It’s one thing to lock raw damage and meta viability behind a gacha, but locking the characters that are mechanically more interesting to play straight up sucks. If I hadn’t been lucky enough on the standard banner to pull exactly the two characters I find the most mechanically satisfying, I don’t know that I’d still be playing - and this is the point where ZZZ begs comparison to other, non-live service character action games. Sure, it’s probably not fair to compare a random A-rank’s moveset to Devil May Cry V’s iteration of Dante, a feature-creeped nightmare of a kit 3 console generations in the making. But what about Sengoku Basara Sumeragi, my personal character-action GOAT? By all accounts a mid-budget title, yet it offers 40 full characters chock-full of more unique mechanics and animation cancels than you can shake a stick at.
Fuck, can we please get a new Sengoku Basara? Please? I’m desperate out here. I’ll take anything, y’all.

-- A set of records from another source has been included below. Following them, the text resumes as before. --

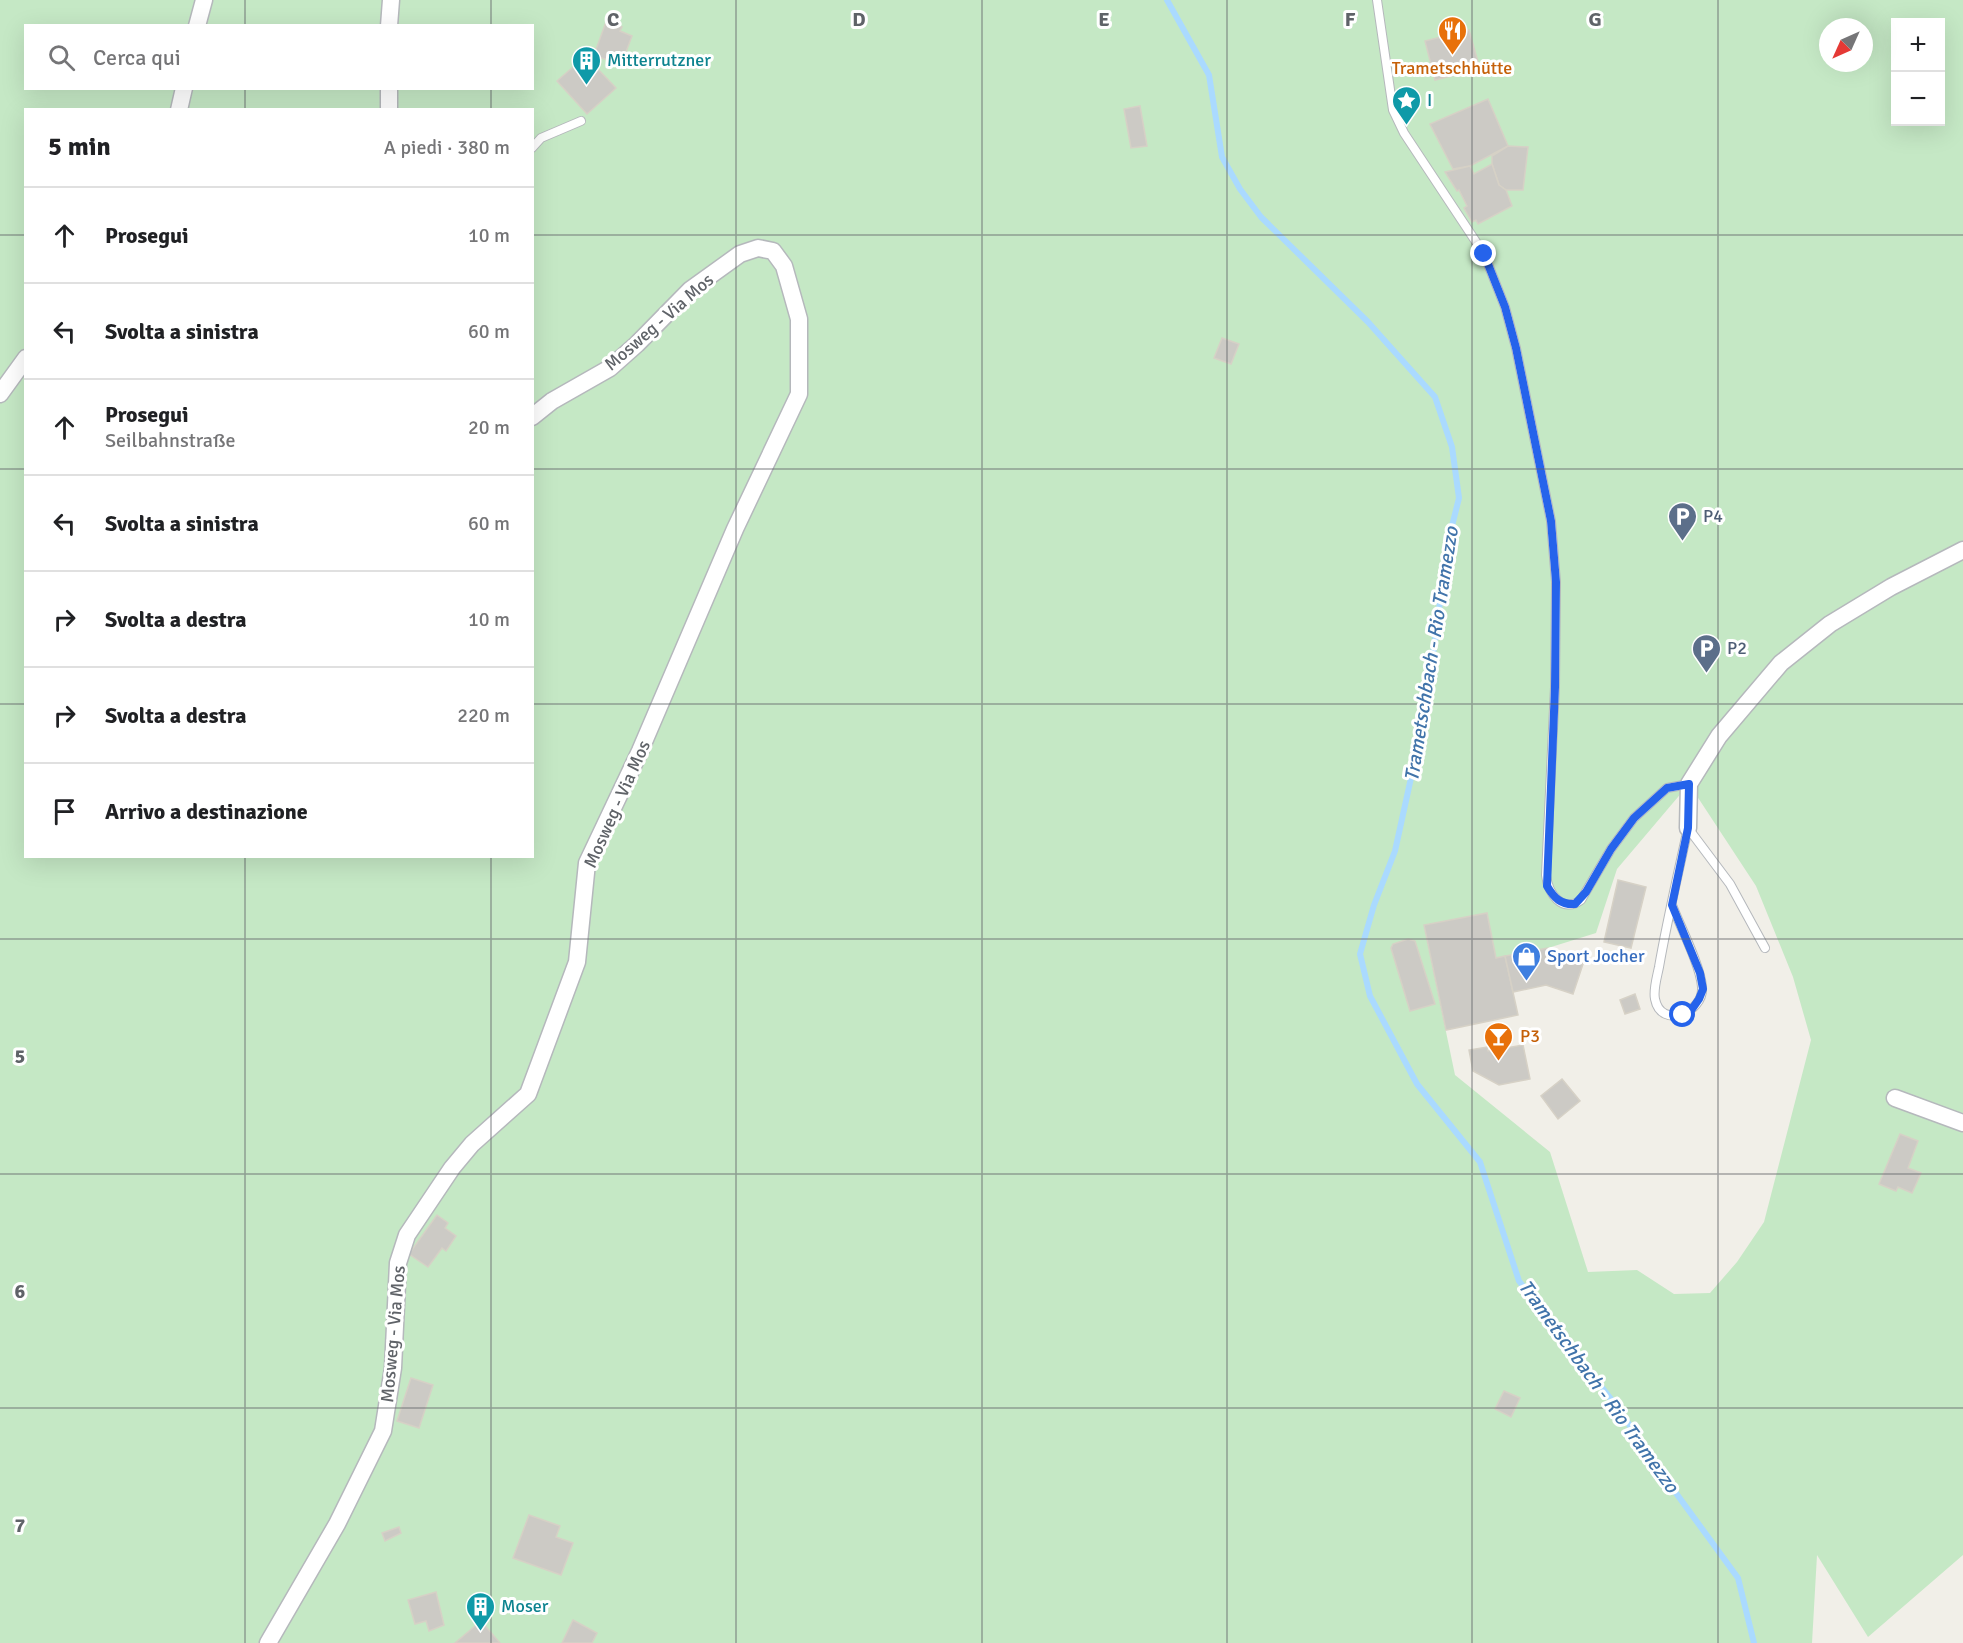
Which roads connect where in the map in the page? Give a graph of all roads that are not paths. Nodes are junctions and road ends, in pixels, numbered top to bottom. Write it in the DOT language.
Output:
graph roads {
  1 [pos="204,0"];
  2 [pos="392,0"];
  3 [pos="1377,0"];
  4 [pos="198,24"];
  5 [pos="389,24"];
  6 [pos="184,90"];
  7 [pos="389,90"];
  8 [pos="180,108"];
  9 [pos="389,108"];
  10 [pos="581,120"];
  11 [pos="534,146"];
  12 [pos="24,361"];
  13 [pos="0,394"];
  14 [pos="534,415"];
  15 [pos="1963,550"];
  16 [pos="1689,784"];
  17 [pos="1688,828"];
  18 [pos="1672,905"];
  19 [pos="1765,948"];
  20 [pos="1895,1098"];
  21 [pos="1963,1123"];
  22 [pos="268,1643"];
  1 -- 4 [label="street"];
  2 -- 5 [label="street"];
  3 -- 16 [label="lane"];
  6 -- 8 [label="street"];
  7 -- 9 [label="street"];
  10 -- 11 [label="lane"];
  12 -- 13 [label="street"];
  14 -- 22 [label="street, Mosweg - Via Mos"];
  15 -- 16 [label="street"];
  16 -- 17 [label="street"];
  17 -- 18 [label="lane"];
  17 -- 19 [label="lane"];
  18 -- 18 [label="lane"];
  20 -- 21 [label="street"];
}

There’s also the inherent issue that plagues every action RPG (usually deftly avoided by the character action genre), which is the delicate balance of player success depending on the numbers vs actual mechanical skill - a balancing act made even more noticeable due to the gacha genre-standard of characters taking weeks of grinding to level up. This is a topic for another day, but suffice to say, a big part of the reason Honkai Star Rail works for me as a very pretty version of Cookie Clicker is because of the Autoplay option. In Zenless Zone Zero, if you’re not willing to grind out the same mob fight for a week or two, you’re gonna hit an endgame roadblock of doing chip damage to a boss you’ve mechanically mastered because you’re underleveled, and boy, that never feels good.
For all those issues stemming from the gacha, I will say, it’s great that the story missions let you use the characters that are actually supposed to be present for those missions, even if you don’t own them. Aside from how nice it is to have an opportunity to put the whole roster through their paces, it goes a long way for actually getting invested in the story. Honkai Star Rail’s storytelling is a hot mess for many reasons, but it’s always particularly jarring rolling up to a sidequest at like, a local theater troupe with a wanted space criminal, the sitting president of a completely different planet, a ten year old child, and a shirtless cyborg cowboy, none of whom have canonically met each other; ZZZ’s approach sidesteps this issue. The proxy angle even provides a pretty valid diegetic explanation for why agents that don’t know each other might be working together.
Now that we’ve sort of meandered back to the story after talking about animation led us on a long detour - the story is surprisingly solid. In particular, I really appreciate how straightforward the writing is. I don’t know if the issue lies with the original text or the localization, but Star Rail’s dialogue, even in simple missions, tends to be incredibly meandering and overstuffed; ZZZ is a lot better about letting all its characters talk like actual humans. It also helps that the plot so far is a lot more grounded, and spends more time focusing on each faction’s group dynamics rather than the overarching plot. These games live and die by their characters, so leaning into those strengths is a smart move.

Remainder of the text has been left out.